A slight diversion into string-copying, partly because I'm fine-tuning the logic to put strings onto the screen (as a result of all the tuning and tweaking I've done to the renderer) and partly because - like the NTSC settings I adjusted recently - this issue has had a 'FIX ME' comment next to it for a while. I wrote some code ages ago to copy strings around in memory, principally to get stuff into the text buffer so the earliest versions of the renderer would have something to work with. It was perfectly good code, but it had a critical limitation that I knew I'd have to come back to and remedy later. Well, it's later.
The limitation was a simple one - using (Indirect),Y indexing to copy data around had an inherent cap on the length of stuff that could be moved, namely 256 bytes (as the Y-register is of course only 8 bits wide). I wanted VIC++ to have no imposed limit on string lengths, other than available memory, so that meant I needed logic that could manage and copy data of arbitrary lengths, and importantly of lengths greater than 256 bytes. Here's the first working version of an unlimited-length string copying routine:
copystr SUBROUTINE copy zero-terminated string (_COPYSRCE, _COPYDEST) [.A, .X, .Y]

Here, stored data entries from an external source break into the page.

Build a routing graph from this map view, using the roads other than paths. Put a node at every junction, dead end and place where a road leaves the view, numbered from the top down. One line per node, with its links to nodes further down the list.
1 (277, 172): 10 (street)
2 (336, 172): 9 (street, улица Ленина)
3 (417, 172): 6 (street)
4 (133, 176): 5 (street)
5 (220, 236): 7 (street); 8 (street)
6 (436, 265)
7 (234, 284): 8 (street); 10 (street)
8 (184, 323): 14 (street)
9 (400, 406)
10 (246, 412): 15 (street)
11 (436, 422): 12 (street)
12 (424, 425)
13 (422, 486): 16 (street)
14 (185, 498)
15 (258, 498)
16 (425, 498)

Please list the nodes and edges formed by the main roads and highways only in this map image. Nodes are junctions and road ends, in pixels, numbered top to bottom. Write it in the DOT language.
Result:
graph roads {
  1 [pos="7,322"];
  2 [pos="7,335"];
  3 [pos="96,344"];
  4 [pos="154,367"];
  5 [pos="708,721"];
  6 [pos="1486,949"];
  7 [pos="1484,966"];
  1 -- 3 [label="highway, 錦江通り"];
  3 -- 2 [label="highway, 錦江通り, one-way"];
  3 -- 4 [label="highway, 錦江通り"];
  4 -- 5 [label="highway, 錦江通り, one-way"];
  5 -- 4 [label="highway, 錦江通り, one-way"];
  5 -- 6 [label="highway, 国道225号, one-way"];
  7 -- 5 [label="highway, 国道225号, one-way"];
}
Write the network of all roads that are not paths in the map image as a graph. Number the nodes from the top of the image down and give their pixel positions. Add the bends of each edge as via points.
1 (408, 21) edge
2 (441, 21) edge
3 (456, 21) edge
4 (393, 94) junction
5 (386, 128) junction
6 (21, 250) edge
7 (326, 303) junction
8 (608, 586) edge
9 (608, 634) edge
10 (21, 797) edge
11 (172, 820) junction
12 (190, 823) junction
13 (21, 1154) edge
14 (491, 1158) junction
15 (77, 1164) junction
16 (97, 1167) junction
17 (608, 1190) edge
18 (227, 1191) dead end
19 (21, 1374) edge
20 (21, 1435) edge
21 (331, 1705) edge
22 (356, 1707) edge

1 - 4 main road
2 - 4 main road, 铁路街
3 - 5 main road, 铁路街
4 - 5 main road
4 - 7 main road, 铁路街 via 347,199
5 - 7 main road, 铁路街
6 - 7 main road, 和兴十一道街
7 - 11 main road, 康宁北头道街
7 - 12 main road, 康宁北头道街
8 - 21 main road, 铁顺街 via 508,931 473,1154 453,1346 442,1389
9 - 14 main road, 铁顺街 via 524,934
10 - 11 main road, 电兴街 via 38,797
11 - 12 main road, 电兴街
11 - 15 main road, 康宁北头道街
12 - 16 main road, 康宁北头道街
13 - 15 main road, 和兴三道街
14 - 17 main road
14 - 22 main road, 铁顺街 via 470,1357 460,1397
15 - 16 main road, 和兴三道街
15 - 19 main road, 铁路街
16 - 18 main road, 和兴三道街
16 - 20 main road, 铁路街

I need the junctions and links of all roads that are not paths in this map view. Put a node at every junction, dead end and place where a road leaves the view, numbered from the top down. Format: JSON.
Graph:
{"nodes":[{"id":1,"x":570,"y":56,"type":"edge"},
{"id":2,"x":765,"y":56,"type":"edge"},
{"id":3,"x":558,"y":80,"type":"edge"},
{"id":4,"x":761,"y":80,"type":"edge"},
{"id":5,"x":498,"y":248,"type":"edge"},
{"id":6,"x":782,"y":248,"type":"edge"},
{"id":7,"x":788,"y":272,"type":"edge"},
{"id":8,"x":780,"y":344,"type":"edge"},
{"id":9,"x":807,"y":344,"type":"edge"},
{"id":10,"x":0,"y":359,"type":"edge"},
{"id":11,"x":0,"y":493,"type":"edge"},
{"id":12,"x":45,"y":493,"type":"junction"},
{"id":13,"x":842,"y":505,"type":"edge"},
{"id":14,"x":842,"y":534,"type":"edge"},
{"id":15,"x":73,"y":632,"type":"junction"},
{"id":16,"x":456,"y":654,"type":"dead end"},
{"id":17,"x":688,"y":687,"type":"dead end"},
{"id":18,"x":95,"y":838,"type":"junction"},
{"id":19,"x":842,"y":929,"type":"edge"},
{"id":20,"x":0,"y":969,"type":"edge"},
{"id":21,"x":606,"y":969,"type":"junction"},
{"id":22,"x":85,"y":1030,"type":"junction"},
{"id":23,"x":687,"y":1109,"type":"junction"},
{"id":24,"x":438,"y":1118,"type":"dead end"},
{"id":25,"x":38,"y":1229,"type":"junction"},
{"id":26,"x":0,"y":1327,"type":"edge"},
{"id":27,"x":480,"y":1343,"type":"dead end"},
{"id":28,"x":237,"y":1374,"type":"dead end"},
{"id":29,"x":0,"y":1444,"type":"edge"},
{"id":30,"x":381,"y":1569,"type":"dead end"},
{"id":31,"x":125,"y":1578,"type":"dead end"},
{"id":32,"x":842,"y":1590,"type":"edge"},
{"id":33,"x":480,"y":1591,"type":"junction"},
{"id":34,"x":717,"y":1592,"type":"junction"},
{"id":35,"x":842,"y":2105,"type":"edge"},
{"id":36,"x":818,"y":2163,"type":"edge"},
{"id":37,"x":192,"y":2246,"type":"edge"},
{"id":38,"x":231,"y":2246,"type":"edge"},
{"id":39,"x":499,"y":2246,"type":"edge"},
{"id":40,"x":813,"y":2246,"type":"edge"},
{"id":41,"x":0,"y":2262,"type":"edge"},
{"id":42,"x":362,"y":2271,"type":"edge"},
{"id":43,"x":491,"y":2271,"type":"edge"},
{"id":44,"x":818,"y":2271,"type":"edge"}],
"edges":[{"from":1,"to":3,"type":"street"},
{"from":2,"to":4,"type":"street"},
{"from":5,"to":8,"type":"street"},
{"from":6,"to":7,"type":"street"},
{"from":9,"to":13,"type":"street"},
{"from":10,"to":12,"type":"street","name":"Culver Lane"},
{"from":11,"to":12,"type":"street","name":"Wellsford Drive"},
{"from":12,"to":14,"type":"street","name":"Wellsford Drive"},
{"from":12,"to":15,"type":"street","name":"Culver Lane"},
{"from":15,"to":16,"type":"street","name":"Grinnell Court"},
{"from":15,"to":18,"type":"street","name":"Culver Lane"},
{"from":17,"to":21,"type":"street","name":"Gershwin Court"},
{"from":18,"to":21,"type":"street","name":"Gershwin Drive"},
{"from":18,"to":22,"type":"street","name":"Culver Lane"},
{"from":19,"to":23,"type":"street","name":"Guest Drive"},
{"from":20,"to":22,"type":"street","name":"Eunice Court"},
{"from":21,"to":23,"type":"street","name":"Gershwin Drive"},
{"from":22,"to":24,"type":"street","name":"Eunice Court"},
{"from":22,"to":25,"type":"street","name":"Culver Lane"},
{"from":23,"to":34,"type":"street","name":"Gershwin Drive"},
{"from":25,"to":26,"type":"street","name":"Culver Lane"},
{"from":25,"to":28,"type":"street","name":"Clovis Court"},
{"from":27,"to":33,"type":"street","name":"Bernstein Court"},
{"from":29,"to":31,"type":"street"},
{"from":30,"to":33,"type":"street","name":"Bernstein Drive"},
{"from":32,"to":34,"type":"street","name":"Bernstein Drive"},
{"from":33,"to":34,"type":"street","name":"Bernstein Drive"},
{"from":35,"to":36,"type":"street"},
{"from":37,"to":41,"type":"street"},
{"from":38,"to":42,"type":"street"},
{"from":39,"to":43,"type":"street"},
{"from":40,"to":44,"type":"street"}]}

LDA _COPYSRCE ; [3] ZP get string start address lo-byte
STA _TMPSRCE ; [3] ZP set temporary address lo-byte
STA _BIN16L ; [3] ZP set subtraction lo-byte
LDA _COPYSRCE+1 ; [3] ZP get string start address hi-byte
STA _TMPSRCE+1 ; [3] ZP set temporary address hi-byte
STA _BIN16H ; [3] ZP set subtraction hi-byte
LDA _COPYDEST ; [3] ZP get target start address lo-byte
STA _TMPDEST ; [3] ZP set temporary address lo-byte
LDA _COPYDEST+1 ; [3] ZP get target start address hi-byte
STA _TMPDEST+1 ; [3] ZP set temporary address hi-byte
LDA #$00 ; [2] initialise string length count
STA _COPYLEN ; [3] ZP clear count hi-byte
STA _COPYLEN+1 ; [3] ZP clear count lo-byte
LDY #$00 ; [2] set string byte offset
.getbyte LDA (_TMPSRCE),Y ; [5/6] get string byte from source
STA (_TMPDEST),Y ; [6] set string byte at destination
BEQ .calclen ; [2/3] quit when we hit zero-terminator
INC _TMPSRCE ; [5] ZP increment source address lo-byte
BNE .incdest ; [3/2] skip hi-byte increment unless lo-byte wrapped
INC _TMPSRCE+1 ; [5] ZP increment source address hi-byte
BEQ .calclen ; [2/3] quit if we hit end of memory
.incdest INC _TMPDEST ; [5] ZP increment target address lo-byte
BNE .getbyte ; [3/2] skip hi-byte increment unless lo-byte wrapped
INC _TMPDEST+1 ; [5] ZP increment target address hi-byte
BNE .getbyte ; [2/3] quit if we hit end of memory
.calclen LDA _TMPSRCE ; [4] get string start address lo-byte
LDX _TMPSRCE+1 ; [4] get string start address hi-byte
JSR sub16bit ; [6] calculate length of copied string
LDA _BIN16H ; [3] ZP get subtraction result hi-byte
STA _COPYLEN ; [4] save copy length hi-byte
LDA _BIN16L ; [3] ZP get subtraction result lo-byte
STA _COPYLEN+1 ; [4] save copy length lo-byte
RTS ; [6]
We're using two pointers to the start of the source and destination addresses of the string to copy, which we copy into temporary spaces in Zero Page so we can do indirect addressing on them. The code sets the indirection offset to zero and then reads the first byte and stores it, then looks to see if we hit the zero-terminator (VIC++ strings are zero-terminated) which signals the end of the copy phase. If it's not the end of the string, we increment both temporary addresses, taking care to increment the hi-byte too if the lo-byte wraps, and go around again - the indirection index in .Y never changes, because we're altering the actual indirection address. When we either hit a zero-terminator or the end of memory we stop copying, calculate the length of what we copied with a call to sub16bit using the original source address and the post-copy incremented source address (the difference is a 16-bit value telling us how long it was) and we're done. No 256-byte limit. Yay!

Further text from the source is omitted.